------ DATASET
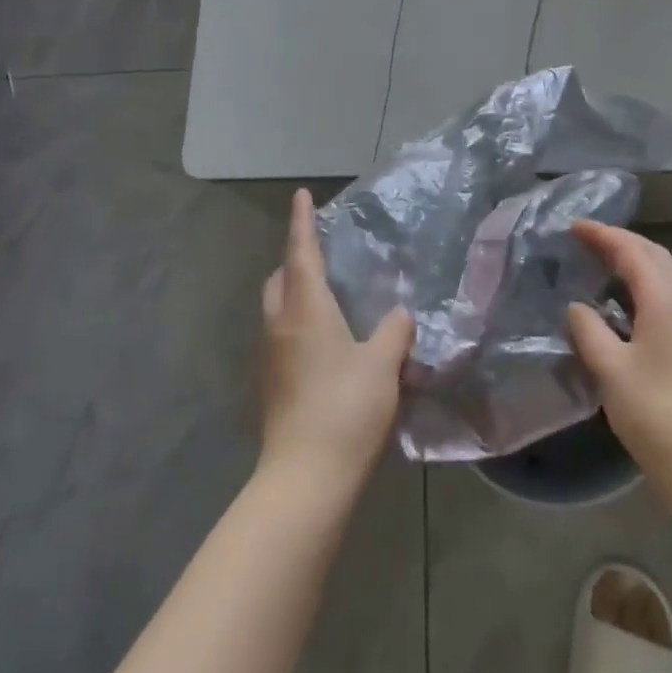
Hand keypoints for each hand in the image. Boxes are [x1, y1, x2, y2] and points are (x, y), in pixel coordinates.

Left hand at [260, 189, 414, 492]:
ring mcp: (270, 358)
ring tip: (328, 296)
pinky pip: (281, 337)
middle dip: (296, 260)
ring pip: (277, 309)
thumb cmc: (346, 408)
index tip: (301, 195)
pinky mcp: (271, 385)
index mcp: (305, 310)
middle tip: (322, 254)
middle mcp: (280, 326)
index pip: (302, 253)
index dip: (302, 222)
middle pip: (280, 280)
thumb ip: (394, 332)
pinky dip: (297, 324)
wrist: (306, 477)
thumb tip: (400, 313)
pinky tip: (325, 343)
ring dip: (295, 293)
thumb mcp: (383, 365)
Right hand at [567, 222, 671, 505]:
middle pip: (655, 256)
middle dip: (620, 242)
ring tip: (601, 264)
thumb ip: (588, 330)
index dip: (603, 235)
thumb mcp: (610, 371)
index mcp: (667, 301)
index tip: (573, 226)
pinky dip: (646, 285)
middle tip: (585, 240)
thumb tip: (576, 307)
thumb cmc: (657, 416)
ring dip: (635, 262)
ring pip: (667, 275)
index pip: (633, 252)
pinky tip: (626, 303)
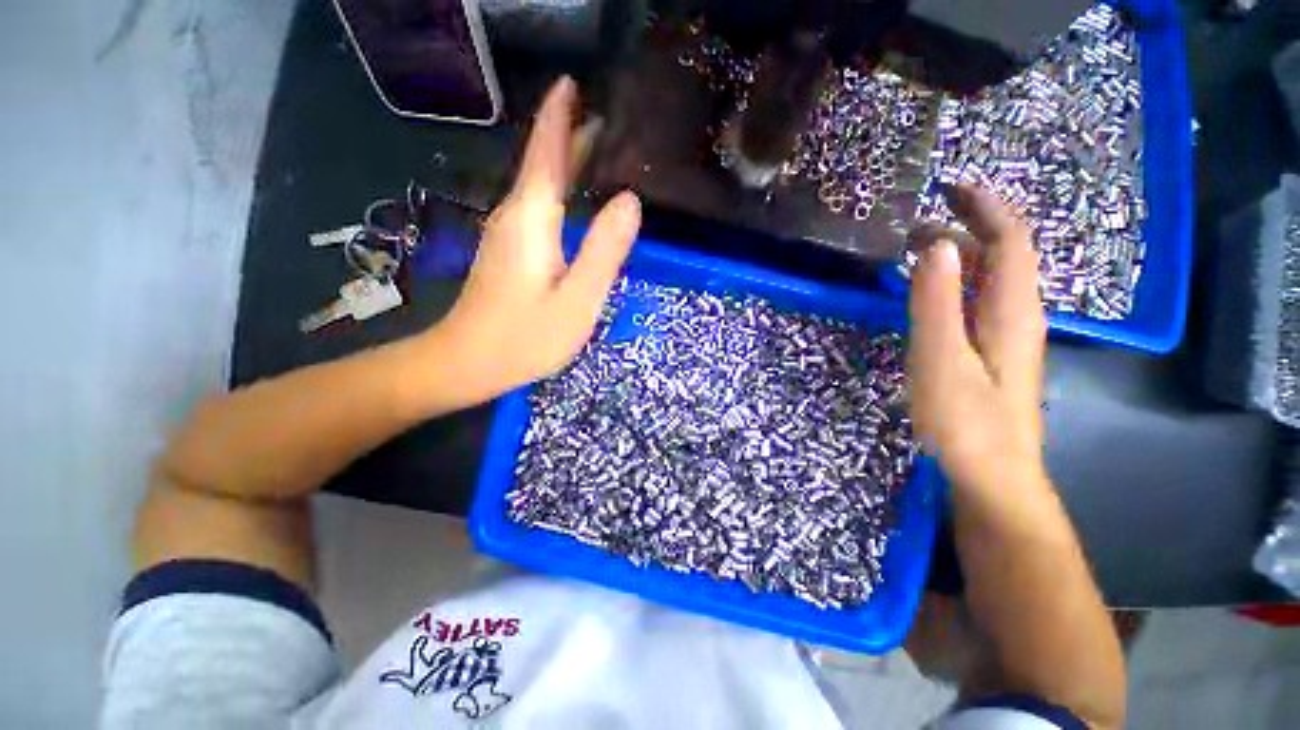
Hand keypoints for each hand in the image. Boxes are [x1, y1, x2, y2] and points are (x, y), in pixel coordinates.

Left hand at [436, 76, 641, 399]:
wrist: (467, 363)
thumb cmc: (525, 337)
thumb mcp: (578, 298)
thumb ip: (604, 249)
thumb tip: (629, 200)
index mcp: (533, 216)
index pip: (547, 150)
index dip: (560, 114)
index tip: (574, 82)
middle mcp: (516, 214)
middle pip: (543, 163)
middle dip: (569, 133)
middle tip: (608, 116)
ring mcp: (509, 233)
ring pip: (539, 184)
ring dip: (565, 160)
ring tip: (600, 147)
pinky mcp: (510, 251)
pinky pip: (538, 206)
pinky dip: (559, 190)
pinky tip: (576, 196)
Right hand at [907, 184, 1046, 492]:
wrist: (992, 477)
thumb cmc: (966, 422)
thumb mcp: (942, 360)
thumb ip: (937, 304)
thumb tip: (936, 248)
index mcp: (1012, 311)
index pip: (1012, 241)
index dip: (987, 207)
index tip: (950, 186)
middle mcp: (1017, 316)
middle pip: (1005, 256)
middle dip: (969, 227)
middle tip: (917, 223)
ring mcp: (1005, 338)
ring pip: (992, 281)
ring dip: (961, 256)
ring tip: (918, 251)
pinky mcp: (991, 355)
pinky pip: (978, 303)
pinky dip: (956, 285)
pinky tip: (931, 294)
------------
• WORK ORDER: Copy out, word for word, the part of the entries above that begins at the line with "thumb mcp: (578, 298)" and ends at the line with "ring tip: (600, 147)", including both.

• ANSWER SPACE:
thumb mcp: (578, 298)
thumb ip: (604, 249)
thumb tip: (629, 200)
index mcp: (533, 216)
index pip: (547, 150)
index dip: (560, 114)
index tip: (574, 82)
middle mcp: (516, 214)
middle pip: (543, 163)
middle dip: (569, 133)
middle tip: (608, 116)
ring mcp: (509, 233)
ring pip: (539, 184)
ring dip: (565, 160)
ring tip: (600, 147)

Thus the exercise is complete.